President Rafael Correa has promised more state control over the country's natural resources and wants oil companies to transfer to new service contracts that guarantee the government more oil revenue.
"The government has decided to end its working relationship with Repsol," Oil and Mines Minister Derlis Palacios told reporters in Quito. "We will not allow anyone to make fun of the state."
A Repsol spokeswoman in Madrid said the company still hoped to reach a negotiated solution with Ecuador.
Repsol's shares fell by 25 euro cents to 14.60 euros within minutes of Ecuador's announcement before pulling back after the company's response to close at 14.84 euros.
Correa, a popular former economy minister, has in the past threatened to end deals with foreign companies as a negotiation strategy to secure better terms for the state.
Correa's arm-twisting tactics with foreign companies have kept investors jittery and reduced investment in the key oil sector of the OPEC-member nation.
Talks with the Spanish oil operator collapsed as the two sides were negotiating a transitional contract that would have led to a service deal.

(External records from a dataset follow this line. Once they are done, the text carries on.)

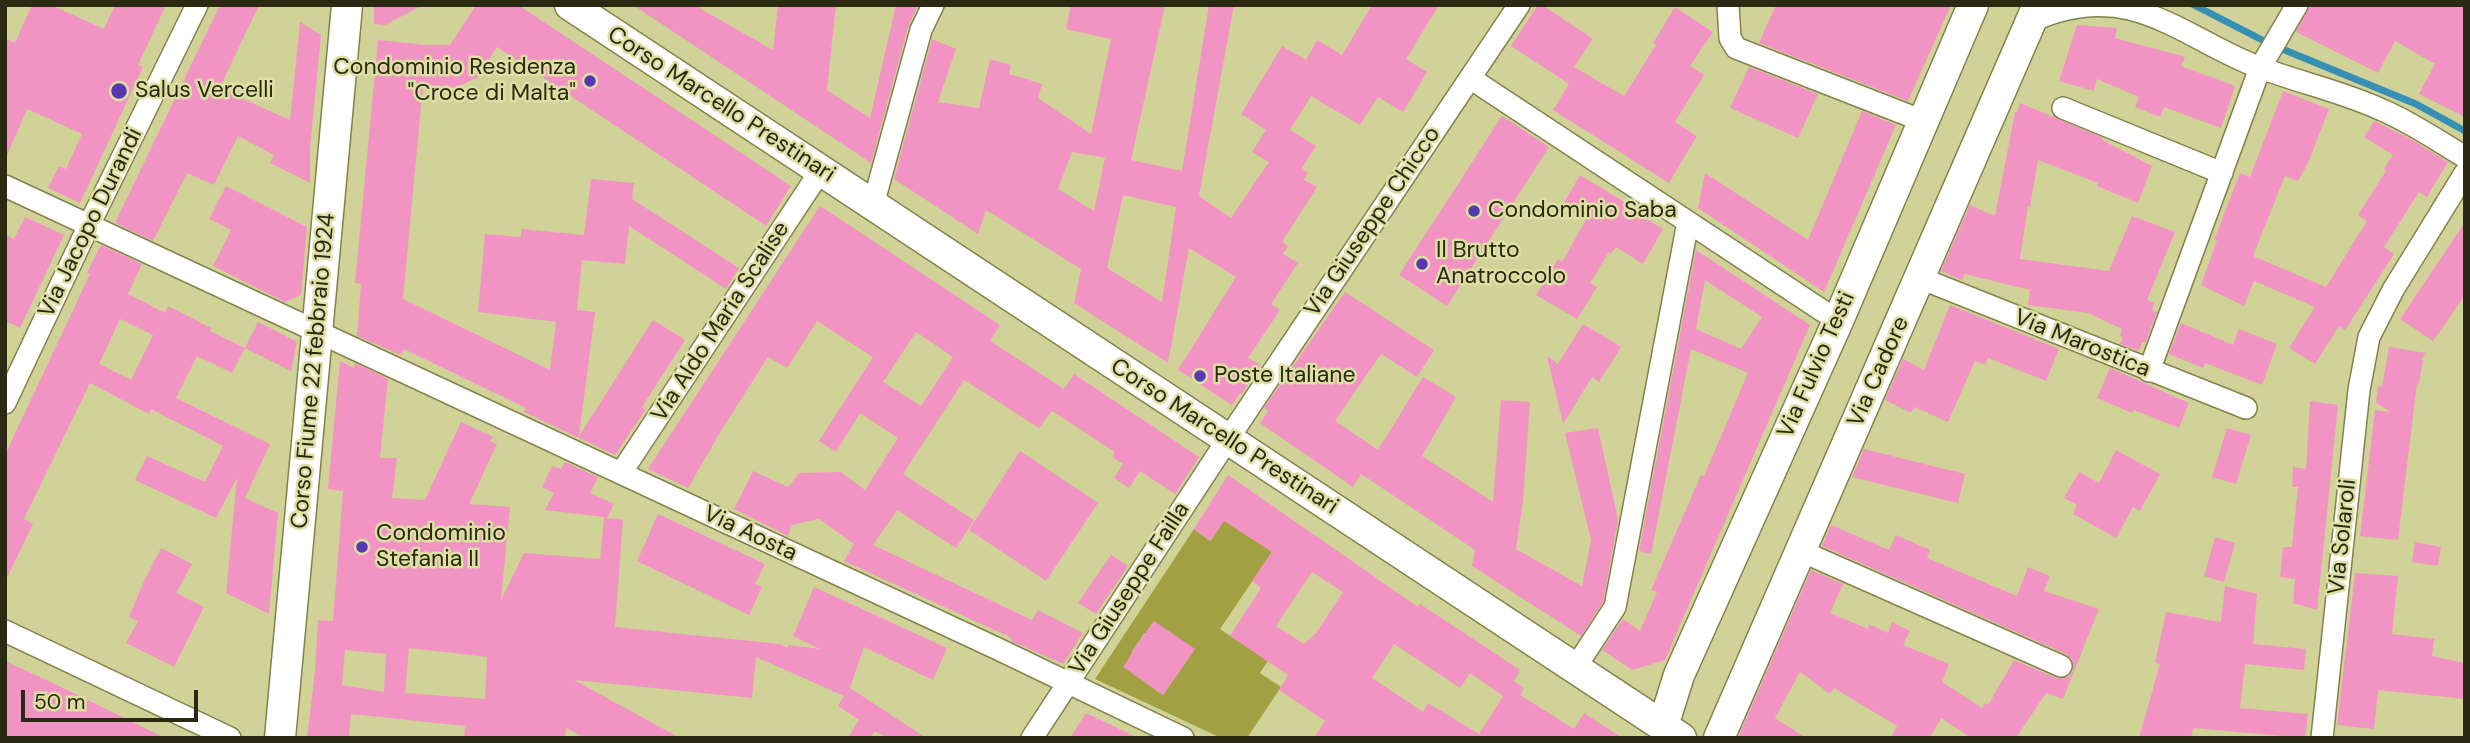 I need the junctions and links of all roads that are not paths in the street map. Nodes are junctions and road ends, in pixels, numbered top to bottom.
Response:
1 (197, 5) edge
2 (347, 5) edge
3 (570, 5) edge
4 (933, 5) edge
5 (1519, 5) edge
6 (1728, 5) edge
7 (1973, 5) edge
8 (2297, 5) edge
9 (2035, 13) edge
10 (2269, 52) junction
11 (1470, 78) junction
12 (2063, 108) dead end
13 (1923, 121) junction
14 (2465, 158) edge
15 (821, 170) junction
16 (2222, 173) junction
17 (2465, 173) edge
18 (5, 186) edge
19 (873, 205) junction
20 (1688, 222) junction
21 (89, 225) junction
22 (1920, 278) junction
23 (1838, 321) junction
24 (317, 331) junction
25 (2149, 371) junction
26 (5, 403) edge
27 (2246, 408) dead end
28 (1228, 439) junction
29 (621, 473) junction
30 (1801, 551) junction
31 (5, 631) edge
32 (2061, 666) dead end
33 (1575, 668) junction
34 (1069, 682) junction
35 (1666, 734) edge
36 (230, 738) edge
37 (280, 738) edge
38 (1032, 738) edge
39 (1183, 738) edge
40 (1718, 738) edge
41 (2322, 738) edge

1 - 21 street, Via Jacopo Durandi
2 - 24 main road, Corso Fiume 22 febbraio 1924
3 - 15 main road, Corso Marcello Prestinari
4 - 19 street
5 - 11 street, Via Giuseppe Chicco
6 - 13 street
7 - 13 main road, Via Fulvio Testi
8 - 10 street
9 - 10 street
9 - 22 main road, Via Cadore
10 - 14 street
10 - 16 street
11 - 20 street
11 - 28 street, Via Giuseppe Chicco
12 - 16 street
13 - 23 main road, Via Fulvio Testi
15 - 19 main road, Corso Marcello Prestinari
15 - 29 street, Via Aldo Maria Scalise
16 - 25 street
17 - 41 street, Via Solaroli
18 - 21 street, Via Aosta
19 - 28 main road, Corso Marcello Prestinari
20 - 23 street
20 - 33 street
21 - 24 street, Via Aosta
21 - 26 street, Via Jacopo Durandi
22 - 25 street, Via Marostica
22 - 30 main road, Via Cadore
23 - 35 main road, Via Fulvio Testi
24 - 29 street, Via Aosta
24 - 37 main road, Corso Fiume 22 febbraio 1924
25 - 27 street, Via Marostica
28 - 33 main road, Corso Marcello Prestinari
28 - 34 street, Via Giuseppe Failla
29 - 34 street, Via Aosta
30 - 32 street
30 - 40 main road, Via Cadore
31 - 36 street
33 - 35 main road, Corso Marcello Prestinari
34 - 38 street, Via Giuseppe Failla
34 - 39 street, Via Aosta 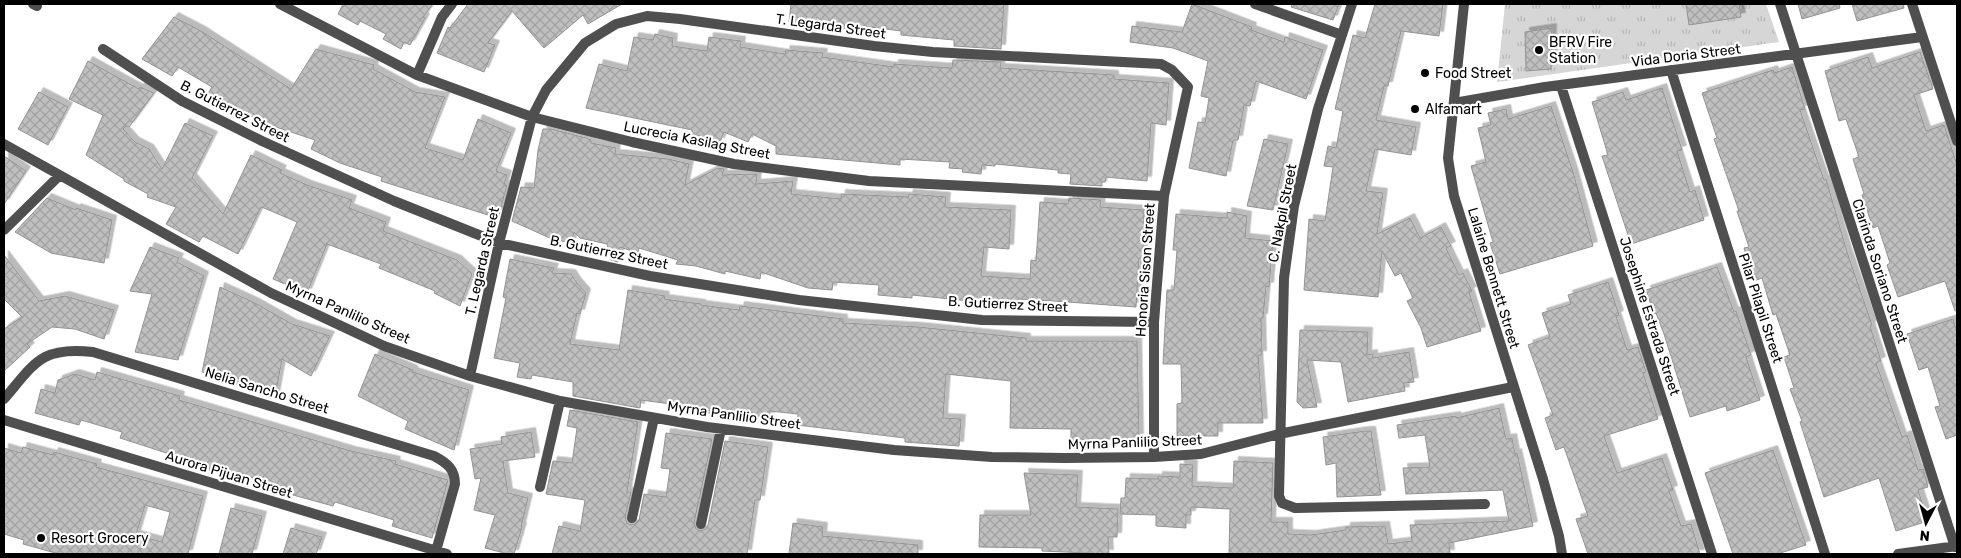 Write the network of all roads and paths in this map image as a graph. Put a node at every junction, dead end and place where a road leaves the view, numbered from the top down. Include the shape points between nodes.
1 (283, 4) edge
2 (452, 4) edge
3 (1255, 4) edge
4 (1352, 4) edge
5 (1464, 4) edge
6 (1780, 4) edge
7 (1912, 4) edge
8 (1342, 35) junction
9 (1922, 37) junction
10 (103, 49) dead end
11 (1796, 55) junction
12 (1671, 70) junction
13 (417, 75) junction
14 (1561, 86) junction
15 (1188, 87) joint
16 (1454, 103) junction
17 (532, 117) junction
18 (1957, 141) edge
19 (4, 144) edge
20 (59, 176) junction
21 (1164, 196) junction
22 (4, 230) edge
23 (499, 243) junction
24 (1154, 322) junction
25 (470, 376) junction
26 (1512, 387) junction
27 (4, 399) edge
28 (560, 401) junction
29 (654, 418) junction
30 (4, 420) edge
31 (721, 429) junction
32 (1279, 434) junction
33 (1154, 457) junction
34 (540, 487) dead end
35 (1486, 504) dead end
36 (632, 518) dead end
37 (701, 524) dead end
38 (1956, 547) edge
39 (436, 551) junction
40 (447, 554) edge
41 (1562, 554) edge
42 (1712, 554) edge
43 (1824, 554) edge
44 (1898, 554) edge

1 - 13 street, Lucrecia Kasilag Street
2 - 13 street via 442,17
3 - 8 street
4 - 8 street, C. Nakpil Street
5 - 16 street, Lalaine Bennett Street
6 - 11 street, Clarinda Soriano Street
7 - 9 street
8 - 32 street, C. Nakpil Street via 1318,109 1294,206 1284,278
9 - 11 street, Vida Doria Street
9 - 18 street
10 - 23 street, B. Gutierrez Street via 182,101 262,141 394,202
11 - 12 street, Vida Doria Street
11 - 38 street, Clarinda Soriano Street
12 - 14 street, Vida Doria Street
12 - 43 street, Pilar Pilapil Street
13 - 17 street, Lucrecia Kasilag Street
14 - 16 street, Vida Doria Street
14 - 42 street, Josephine Estrada Street
15 - 17 street, T. Legarda Street via 1172,70 1161,64 933,52 647,16 616,24 585,43 546,90
15 - 21 street, Honoria Sison Street
16 - 26 street, Lalaine Bennett Street via 1448,158 1454,196
17 - 21 street, Lucrecia Kasilag Street via 734,164 850,179
17 - 23 street, T. Legarda Street
19 - 20 street, Myrna Panlilio Street
20 - 22 street
20 - 25 street, Myrna Panlilio Street via 270,293 384,346
21 - 24 street, Honoria Sison Street
23 - 24 street, B. Gutierrez Street via 650,276 799,300 982,320
23 - 25 street, T. Legarda Street
24 - 33 street, Honoria Sison Street
25 - 28 street, Myrna Panlilio Street
26 - 32 street, Myrna Panlilio Street
26 - 41 street, Lalaine Bennett Street via 1543,479
27 - 39 street, Nelia Sancho Street via 44,357 58,351 93,352 434,456 450,466 455,475
28 - 29 street, Myrna Panlilio Street
28 - 34 street
29 - 31 street, Myrna Panlilio Street
29 - 36 street
30 - 39 street, Aurora Pijuan Street
31 - 33 street, Myrna Panlilio Street via 894,450 992,457
31 - 37 street
32 - 33 street, Myrna Panlilio Street via 1201,454
32 - 35 street, C. Nakpil Street via 1279,496 1288,506
38 - 44 street
39 - 40 street, Aurora Pijuan Street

Other oil companies, such as Brazil's Petrobras, have agreed to the temporary accords.
Repsol, one of the Andean country's largest investors, extracts around 65,000 barrels of oil per day from is oilfields in Ecuador's Amazon jungle. Its work in Ecuador represents a small part of its operations world-wide.
Service deals would pay companies a fee for extracting petroleum, but allow the government to keep the crude. The state and companies share production under current contracts.